I was the duty firefighter when we were called out to her house. On arriving, I looked through the window and could see her on the floor in the hallway. I started to use the fire axe to break down the door then there was an explosion which sent me backwards. I came right back at her door, attacking it with the axe.
If you are going "to" the door then you are going to the location of the door but if you are going "at" the door then you are performing an action at the door.
One related thing that I don't see covered by the other answers: while "came right back at her door" means something quite strange, this doesn't mean that "at her door" is always wrong. "to her door" emphasizes travel/motion/action, while "at her door" talks more about the door as a location or end state.
For example, you might write,
Just an hour later, I was right back at her door.
to give the impression that your actions were beyond your control: you just couldn't help but go back. You found yourself at her door without thinking about the act of going there.
Most often, you come to a door. You don't come at a door.
Likewise, you come to a party. You don't come at a party. Well, I guess it depends on the party. Another exception to this rule may be a bro. You can come to a bro for help, or you can come at a bro to fight.
I guess what it boils down to is your intended action once you get to the door. If your intentions are good, then you come to the door. If your intentions could potentially cause conflict, especially against the door itself, then I suppose you could come at the door.

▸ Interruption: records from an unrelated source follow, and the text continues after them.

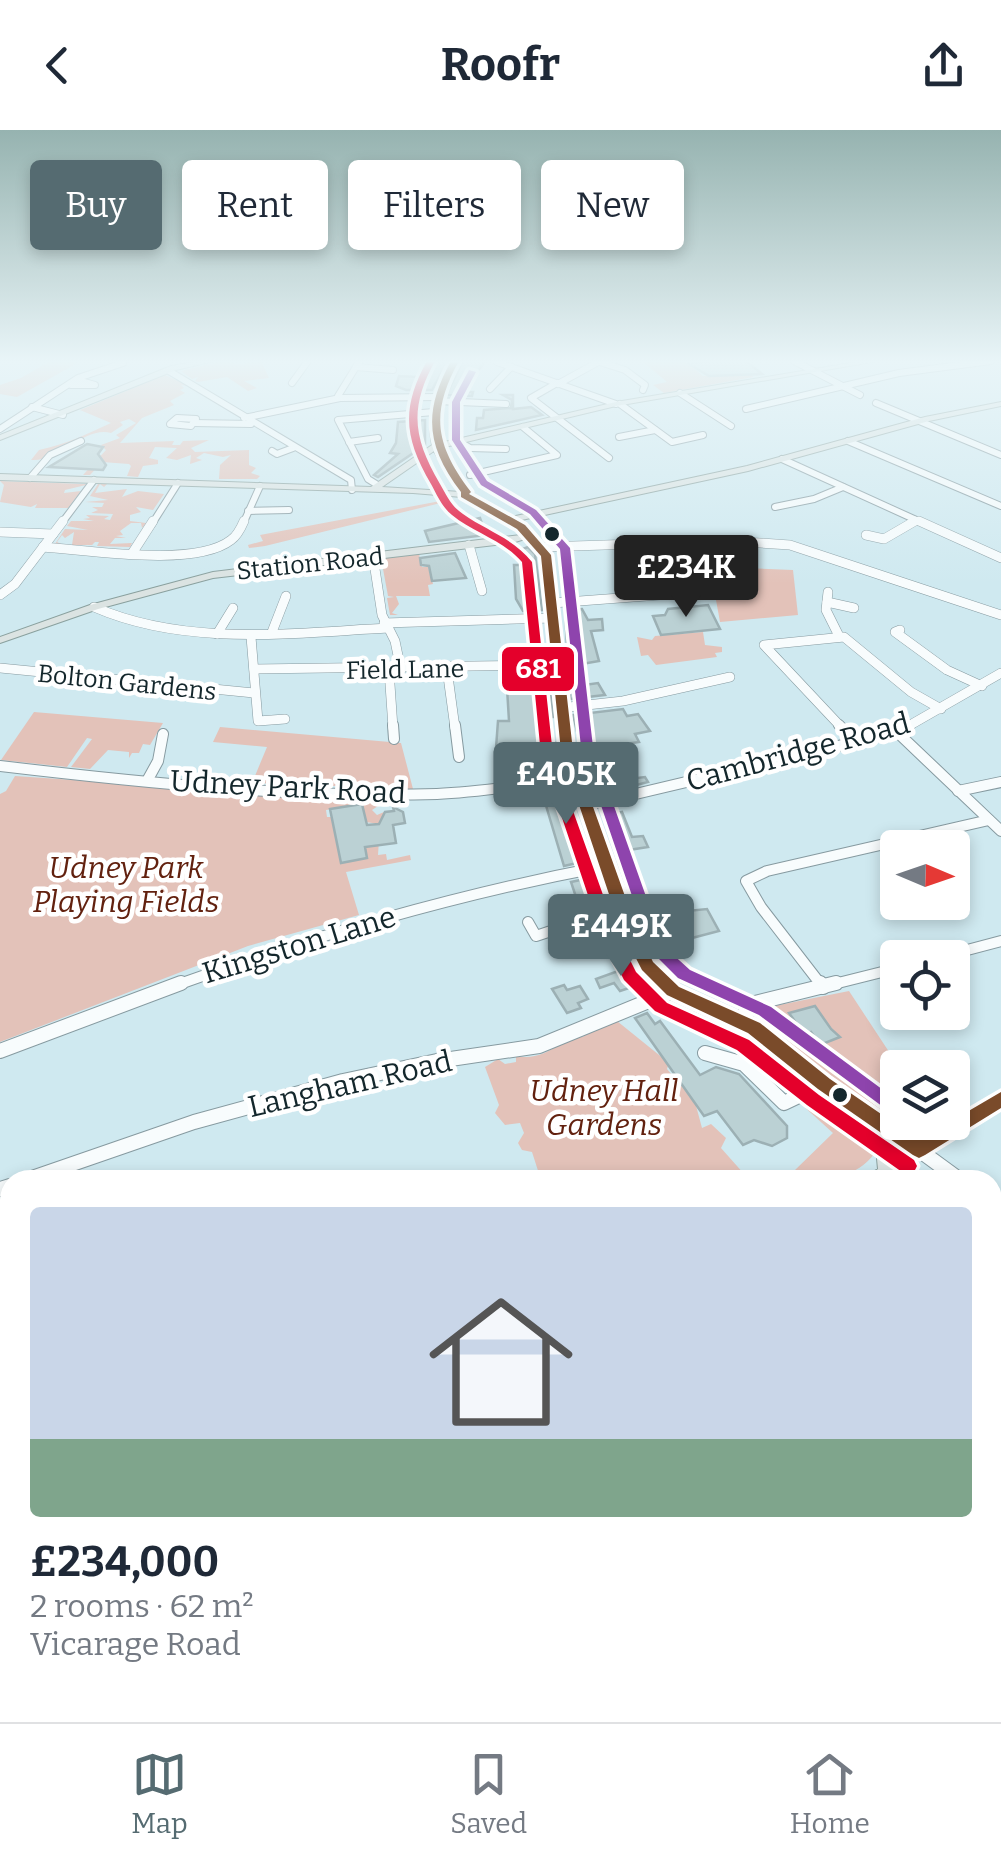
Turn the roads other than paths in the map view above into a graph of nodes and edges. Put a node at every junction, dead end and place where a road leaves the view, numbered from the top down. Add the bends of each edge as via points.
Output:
1 (272, 435) edge
2 (345, 435) edge
3 (431, 435) edge
4 (486, 435) edge
5 (534, 435) edge
6 (580, 435) edge
7 (640, 435) edge
8 (662, 435) edge
9 (696, 435) edge
10 (869, 435) edge
11 (951, 435) edge
12 (376, 437) dead end
13 (618, 437) dead end
14 (81, 440) dead end
15 (1001, 440) edge
16 (848, 441) junction
17 (348, 442) junction
18 (460, 442) junction
19 (435, 447) junction
20 (294, 448) junction
21 (983, 448) junction
22 (506, 449) dead end
23 (1001, 456) edge
24 (610, 458) dead end
25 (782, 460) junction
26 (271, 466) dead end
27 (470, 475) dead end
28 (0, 477) edge
29 (30, 478) junction
30 (94, 480) junction
31 (178, 483) junction
32 (260, 486) junction
33 (374, 487) junction
34 (843, 487) junction
35 (352, 490) junction
36 (458, 494) junction
37 (1001, 506) edge
38 (775, 507) dead end
39 (289, 510) dead end
40 (248, 512) junction
41 (510, 520) junction
42 (915, 521) junction
43 (0, 532) edge
44 (53, 534) junction
45 (529, 535) junction
46 (866, 535) dead end
47 (469, 545) junction
48 (43, 547) junction
49 (542, 547) junction
50 (133, 552) junction
51 (373, 556) junction
52 (1001, 558) edge
53 (0, 584) edge
54 (12, 587) junction
55 (482, 591) dead end
56 (713, 591) dead end
57 (0, 595) edge
58 (286, 596) dead end
59 (553, 603) junction
60 (94, 607) junction
61 (233, 608) dead end
62 (854, 608) dead end
63 (1001, 615) edge
64 (554, 618) junction
65 (386, 625) junction
66 (900, 630) dead end
67 (272, 632) junction
68 (217, 634) junction
69 (839, 636) junction
70 (251, 637) junction
71 (0, 640) edge
72 (557, 665) junction
73 (0, 668) edge
74 (254, 669) junction
75 (447, 669) junction
76 (395, 670) junction
77 (1001, 673) edge
78 (730, 677) dead end
79 (982, 686) junction
80 (254, 693) junction
81 (560, 708) junction
82 (941, 709) junction
83 (285, 719) dead end
84 (896, 732) junction
85 (163, 734) dead end
86 (394, 739) dead end
87 (856, 743) junction
88 (459, 757) dead end
89 (0, 766) edge
90 (575, 780) junction
91 (147, 781) junction
92 (1001, 782) edge
93 (958, 791) junction
94 (585, 806) junction
95 (989, 820) junction
96 (1001, 831) edge
97 (606, 866) junction
98 (624, 915) junction
99 (528, 922) dead end
100 (1001, 941) edge
101 (970, 949) edge
102 (880, 973) edge
103 (823, 987) junction
104 (673, 991) junction
105 (740, 1019) junction
106 (0, 1051) edge
107 (705, 1053) dead end
108 (824, 1084) junction
109 (1001, 1099) edge
110 (880, 1122) edge
111 (881, 1140) edge
112 (905, 1140) edge
113 (919, 1150) junction
114 (55, 1170) edge
115 (880, 1170) edge
116 (889, 1170) edge
117 (946, 1170) edge

1 - 20 street
2 - 17 street
3 - 19 main road
4 - 18 main road
5 - 27 street via 557,455
6 - 24 street
7 - 13 street
8 - 9 street via 672,442
10 - 16 main road
11 - 21 street
12 - 17 street
14 - 29 street via 55,451
15 - 21 street
16 - 25 main road
16 - 37 street
17 - 33 street
18 - 19 main road
18 - 22 street
19 - 33 main road
19 - 36 main road
20 - 26 street via 275,452
20 - 35 street via 351,480
21 - 23 street
25 - 34 street
25 - 41 main road
28 - 29 main road
29 - 30 main road
30 - 31 main road
30 - 44 street
31 - 32 main road
31 - 50 street
32 - 35 main road
32 - 40 street
33 - 35 main road
33 - 36 main road
34 - 38 street
34 - 42 street
36 - 41 main road
39 - 40 street
40 - 50 street via 225,544 183,554
41 - 45 main road
42 - 46 street via 884,538
42 - 52 street
43 - 44 street
44 - 48 street
45 - 47 main road, Station Road
45 - 49 main road
47 - 51 main road, Station Road
47 - 55 street
48 - 50 street
48 - 54 street
49 - 59 main road
49 - 63 street via 790,545
51 - 60 main road, Station Road via 212,575
51 - 65 street
53 - 54 street
54 - 57 street
56 - 59 street
58 - 67 street
59 - 64 main road
60 - 68 street via 124,620
60 - 71 main road, Station Road
61 - 68 street
62 - 69 street via 827,597
64 - 65 street
64 - 72 main road
65 - 67 street
65 - 76 street
66 - 79 street via 895,632 937,664
67 - 70 street
68 - 70 street
69 - 82 street
69 - 87 street via 765,647
70 - 74 street
72 - 75 street, Field Lane
72 - 81 main road
73 - 80 street, Bolton Gardens
74 - 76 street, Field Lane
74 - 80 street
75 - 76 street, Field Lane
75 - 88 street
76 - 86 street
77 - 79 street, Cambridge Road
78 - 81 street
79 - 82 street, Cambridge Road
80 - 83 street via 258,721
81 - 90 main road
82 - 84 street, Cambridge Road
84 - 87 street, Cambridge Road
84 - 93 street
85 - 91 street
87 - 94 street, Cambridge Road
89 - 91 street, Udney Park Road
90 - 91 street, Udney Park Road via 425,794
90 - 94 main road
92 - 93 street
93 - 95 street
94 - 97 main road
95 - 96 street
95 - 103 street via 746,881
97 - 98 main road
97 - 106 street, Kingston Lane via 315,936
98 - 99 street via 536,936
98 - 104 main road via 648,966
100 - 101 street
102 - 103 street
103 - 105 street via 755,1003
104 - 105 main road
104 - 114 street, Langham Road via 540,1046 356,1077
105 - 108 main road
107 - 108 street via 744,1064 784,1102
108 - 110 main road
109 - 113 main road
111 - 115 main road
112 - 113 main road
113 - 116 main road
113 - 117 street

I hope that clears things up for you.
If it is spoken word as opposed to text;
Coming right at the door of a female could be misinterperated as slang for directing your semen toward her vagina or buttock region at the point of sexual climax, depending on whether it was the front door (vagina) or back door (anus).
For example; "I'd like to smash her back door in" can mean "I would like to have anal intercourse with her".
The verbs 'to come' and 'to cum' are pronounced the same, however, 'to cum' means to ejaculate, hence the potential for confusion.